Ein Konzept, das aufgeht. Mehrfach wurden die Präsentationen Finckhs zum Impressionismus und auch zur Avantgarde des 20. Jahrhunderts von Kritikern zur "Ausstellung des Jahres" gewählt. Eine schöne Anerkennung sei das, sagt der Kunsthistoriker, schließlich haben die Kritiker ja viele Schauen gesehen. Als Ausstellungsmacher sieht sich der 64-Jährige, der vor zehn Jahren nach Wuppertal kam. Die Kunst an Menschen vermitteln, das sei seine Leidenschaft. "Es genügt nicht, die Bilder an die Wand zu hängen. Man muss sie in einen Zusammenhang bringen, Sinn stiften, man braucht ein richtiges Konzept." Schließlich sollen die Besucher auch etwas lernen, sich nicht nur an den schönen Farben erfreuen.

Richtig gut sei eine Präsentation dann, wenn sie eine interessante These oder Frage voraus schicke. Im Fall von "Degas & Rodin — Giganten der Moderne" (Eröffnung am 25. Oktober) könne dies heißen: Wie gut kannten sich die beiden Künstler, wie ähnlich haben sie gearbeitet, wie sehr haben sie die Kunst verändert? "Wenn man durch eine Ausstellung einen bekannten Künstler noch einmal ganz neu entdecken kann, ist dies das größte Lob", so Finckh. Das goutieren nicht nur die Kritiker, sondern auch die Gäste. Kontinuierlich hat Gerhard Finckh die Besucherzahlen so gesteigert. Um die 100.000 pro Jahr sind es durchschnittlich. "Das ist für eine mittelgroße Stadt wie Wuppertal eine recht gute Leistung", konstatiert der Kunstliebhaber, der zuvor Ausstellungsleiter des Folkwang-Museums in Essen und Museumsleiter in Morsbroich war. Das Angebot, nach Wuppertal zu kommen, hat er damals sofort angenommen. "Ich kannte das Museum ja schon und war begeistert von der gewaltigen Sammlung. Damit zu arbeiten, ist Weltklasse", lobt der gebürtige Bayer. Mit 3.000 Gemälden, 30.000 Arbeiten auf Papier und 500 Skulpturen sei die Sammlung zwar auch quantitativ groß, vor allem aber qualitativ herausragend. "Welches Museum hat schon mehrere Werke von Picasso, Renoir, Monet, Ernst Ludwig Kirchner und Otto Dix?"

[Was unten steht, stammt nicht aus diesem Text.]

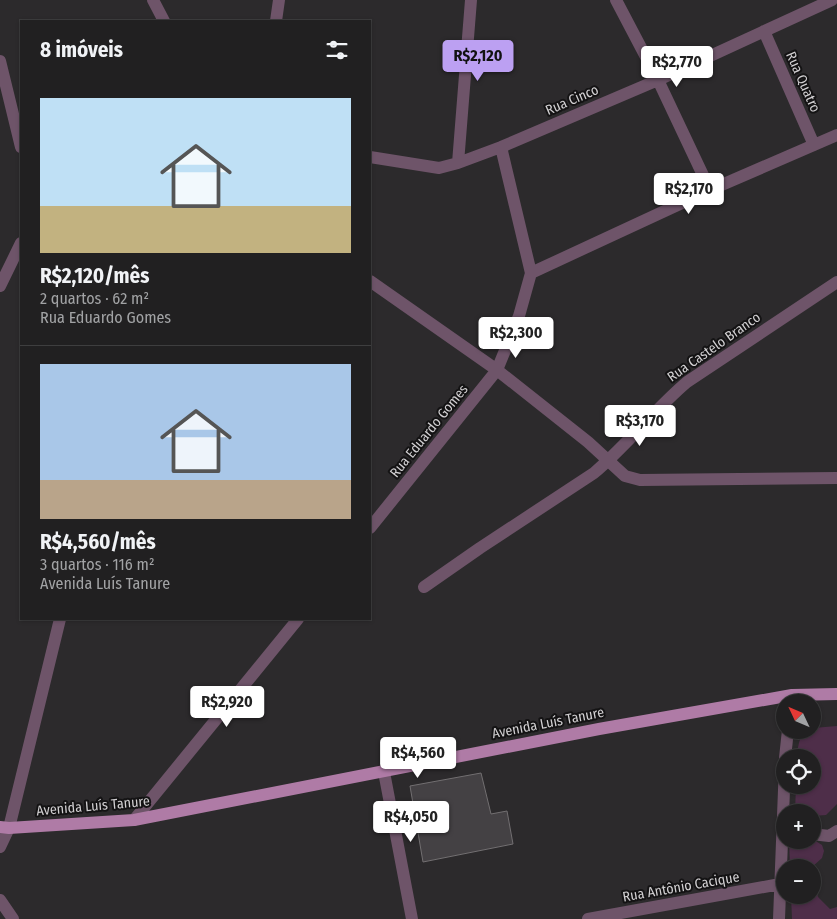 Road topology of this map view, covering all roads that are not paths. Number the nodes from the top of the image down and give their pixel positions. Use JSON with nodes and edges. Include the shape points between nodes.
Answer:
{"nodes":[{"id":1,"x":153,"y":0,"type":"edge"},
{"id":2,"x":280,"y":0,"type":"edge"},
{"id":3,"x":471,"y":0,"type":"edge"},
{"id":4,"x":616,"y":0,"type":"edge"},
{"id":5,"x":832,"y":0,"type":"edge"},
{"id":6,"x":163,"y":20,"type":"edge"},
{"id":7,"x":276,"y":20,"type":"edge"},
{"id":8,"x":764,"y":31,"type":"junction"},
{"id":9,"x":0,"y":61,"type":"edge"},
{"id":10,"x":658,"y":80,"type":"junction"},
{"id":11,"x":837,"y":135,"type":"edge"},
{"id":12,"x":20,"y":143,"type":"edge"},
{"id":13,"x":814,"y":145,"type":"junction"},
{"id":14,"x":501,"y":147,"type":"junction"},
{"id":15,"x":371,"y":157,"type":"edge"},
{"id":16,"x":458,"y":163,"type":"junction"},
{"id":17,"x":710,"y":190,"type":"junction"},
{"id":18,"x":20,"y":245,"type":"edge"},
{"id":19,"x":531,"y":273,"type":"junction"},
{"id":20,"x":371,"y":282,"type":"edge"},
{"id":21,"x":837,"y":282,"type":"edge"},
{"id":22,"x":0,"y":286,"type":"edge"},
{"id":23,"x":497,"y":370,"type":"junction"},
{"id":24,"x":608,"y":462,"type":"junction"},
{"id":25,"x":837,"y":478,"type":"edge"},
{"id":26,"x":371,"y":527,"type":"edge"},
{"id":27,"x":424,"y":587,"type":"dead end"},
{"id":28,"x":60,"y":620,"type":"edge"},
{"id":29,"x":297,"y":620,"type":"edge"},
{"id":30,"x":837,"y":694,"type":"edge"},
{"id":31,"x":821,"y":696,"type":"edge"},
{"id":32,"x":776,"y":701,"type":"edge"},
{"id":33,"x":384,"y":772,"type":"junction"},
{"id":34,"x":134,"y":820,"type":"junction"},
{"id":35,"x":4,"y":828,"type":"edge"},
{"id":36,"x":837,"y":831,"type":"edge"},
{"id":37,"x":821,"y":835,"type":"edge"},
{"id":38,"x":0,"y":847,"type":"edge"},
{"id":39,"x":776,"y":885,"type":"edge"},
{"id":40,"x":0,"y":900,"type":"edge"},
{"id":41,"x":779,"y":904,"type":"edge"},
{"id":42,"x":13,"y":919,"type":"edge"},
{"id":43,"x":412,"y":919,"type":"edge"},
{"id":44,"x":588,"y":919,"type":"edge"},
{"id":45,"x":779,"y":919,"type":"edge"}],
"edges":[{"from":1,"to":6,"type":"street"},
{"from":2,"to":7,"type":"street"},
{"from":3,"to":16,"type":"street"},
{"from":4,"to":10,"type":"street"},
{"from":5,"to":8,"type":"street","name":"Rua Cinco"},
{"from":8,"to":10,"type":"street","name":"Rua Cinco"},
{"from":8,"to":13,"type":"street","name":"Rua Quatro"},
{"from":9,"to":12,"type":"street"},
{"from":10,"to":14,"type":"street","name":"Rua Cinco"},
{"from":10,"to":17,"type":"street"},
{"from":11,"to":13,"type":"street"},
{"from":13,"to":17,"type":"street"},
{"from":14,"to":16,"type":"street","name":"Rua Cinco"},
{"from":14,"to":19,"type":"street","name":"Rua Eduardo Gomes"},
{"from":15,"to":16,"type":"street","name":"Rua Cinco","via":[[439,168]]},
{"from":17,"to":19,"type":"street"},
{"from":18,"to":22,"type":"street"},
{"from":19,"to":23,"type":"street","name":"Rua Eduardo Gomes","via":[[519,316]]},
{"from":20,"to":23,"type":"street"},
{"from":21,"to":24,"type":"street","name":"Rua Castelo Branco","via":[[669,396]]},
{"from":23,"to":24,"type":"street","via":[[588,442]]},
{"from":23,"to":26,"type":"street","name":"Rua Eduardo Gomes"},
{"from":24,"to":25,"type":"street","via":[[625,476],[640,480]]},
{"from":24,"to":27,"type":"street","name":"Rua Castelo Branco"},
{"from":28,"to":35,"type":"street"},
{"from":29,"to":34,"type":"street"},
{"from":30,"to":31,"type":"main road","name":"Avenida Luís Tanure"},
{"from":32,"to":33,"type":"main road","name":"Avenida Luís Tanure","via":[[599,729]]},
{"from":33,"to":34,"type":"main road","name":"Avenida Luís Tanure"},
{"from":33,"to":43,"type":"street"},
{"from":34,"to":35,"type":"main road","name":"Avenida Luís Tanure"},
{"from":35,"to":38,"type":"street"},
{"from":36,"to":37,"type":"street","via":[[830,836]]},
{"from":39,"to":44,"type":"street","name":"Rua Antônio Cacique"},
{"from":40,"to":42,"type":"street"},
{"from":41,"to":45,"type":"street"}]}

Und doch: Die permanente Sammlung hat der Museumsleiter erst einmal weggeräumt, als er seinen Posten antrat — "weil sie seit fünf Jahren unverändert hing". Sie allein könne nicht genug Publikum ins Haus ziehen, erklärt Finckh, der daher die großen, eigenen Wechselausstellungen konzipierte.

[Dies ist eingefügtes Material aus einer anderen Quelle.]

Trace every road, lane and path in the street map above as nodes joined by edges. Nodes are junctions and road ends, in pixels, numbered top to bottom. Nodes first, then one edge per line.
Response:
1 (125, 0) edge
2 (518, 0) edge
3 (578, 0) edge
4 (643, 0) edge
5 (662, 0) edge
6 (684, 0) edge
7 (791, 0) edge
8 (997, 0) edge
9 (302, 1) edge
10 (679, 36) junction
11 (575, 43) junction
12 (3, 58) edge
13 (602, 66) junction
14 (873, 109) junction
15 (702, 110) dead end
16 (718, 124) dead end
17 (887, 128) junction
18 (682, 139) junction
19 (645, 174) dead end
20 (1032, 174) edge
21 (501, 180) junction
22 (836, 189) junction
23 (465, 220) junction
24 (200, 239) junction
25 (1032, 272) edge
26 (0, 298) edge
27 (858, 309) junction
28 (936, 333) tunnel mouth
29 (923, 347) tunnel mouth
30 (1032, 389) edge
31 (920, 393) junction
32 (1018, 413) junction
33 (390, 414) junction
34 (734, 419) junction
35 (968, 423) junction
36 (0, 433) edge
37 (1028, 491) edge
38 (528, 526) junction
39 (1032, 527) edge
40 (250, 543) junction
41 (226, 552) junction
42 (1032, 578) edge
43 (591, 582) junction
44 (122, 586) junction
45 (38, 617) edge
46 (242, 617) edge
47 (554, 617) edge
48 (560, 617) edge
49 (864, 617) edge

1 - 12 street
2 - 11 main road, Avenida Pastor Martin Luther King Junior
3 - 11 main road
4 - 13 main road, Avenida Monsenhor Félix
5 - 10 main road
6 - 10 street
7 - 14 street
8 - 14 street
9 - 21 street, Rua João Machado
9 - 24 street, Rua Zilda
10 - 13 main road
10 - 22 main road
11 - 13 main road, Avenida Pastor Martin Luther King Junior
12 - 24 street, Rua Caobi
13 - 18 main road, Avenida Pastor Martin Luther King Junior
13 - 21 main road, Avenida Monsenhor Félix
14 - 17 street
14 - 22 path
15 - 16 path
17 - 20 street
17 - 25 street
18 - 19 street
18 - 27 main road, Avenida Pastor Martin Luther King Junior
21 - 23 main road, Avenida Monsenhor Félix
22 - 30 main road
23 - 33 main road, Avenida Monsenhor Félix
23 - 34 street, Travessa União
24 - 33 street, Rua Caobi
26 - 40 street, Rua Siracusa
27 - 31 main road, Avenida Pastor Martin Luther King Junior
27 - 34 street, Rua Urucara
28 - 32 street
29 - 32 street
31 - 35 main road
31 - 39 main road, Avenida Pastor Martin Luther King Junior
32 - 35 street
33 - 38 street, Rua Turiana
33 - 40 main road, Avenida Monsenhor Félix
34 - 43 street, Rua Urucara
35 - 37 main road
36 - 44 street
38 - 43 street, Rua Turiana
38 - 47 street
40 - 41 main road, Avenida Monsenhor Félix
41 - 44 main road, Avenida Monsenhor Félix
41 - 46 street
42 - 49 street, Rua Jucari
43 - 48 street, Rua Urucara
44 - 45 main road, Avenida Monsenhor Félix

Natürlich plant Gerhard Finckh, der sich an den Wochenenden möglichst viele Ausstellungen in der Umgebung anschaut, längst die nächsten Schauen: "Im nächsten Frühjahr widmen wir uns Adolf Erbslöh, einer der zentralen Figuren im Umkreis des Blauen Reiters — und aufgewachsen in Barmen. Im Herbst 2017 geht es um Eduard Manet." Der 64-Jährige freut sich, dass die Kultur in Wuppertal derzeit allgemein einen Aufschwung erlebt. "Kultur ist das Element, mit dem sich die Wuppertaler immer wieder aus dem Sumpf ziehen", sagt er und hält ein leidenschaftliches Plädoyer: "Von der Kulturlosigkeit ist es nur ein winziger Schritt zur Barbarei. Kultur schafft eine Erweiterung der eigenen Wahrnehmung und Offenheit für das Fremde. Daher kann sie ein wichtiger Faktor im Kampf gegen Fremdenfeindlichkeit sein." Für Finckh ist das ewige Sparen an der Kultur daher eine "völlig falsche Politik": "Ich wünsche mir da mehr Kreativität von Seiten der Stadt, um die Kultur zu unterstützen."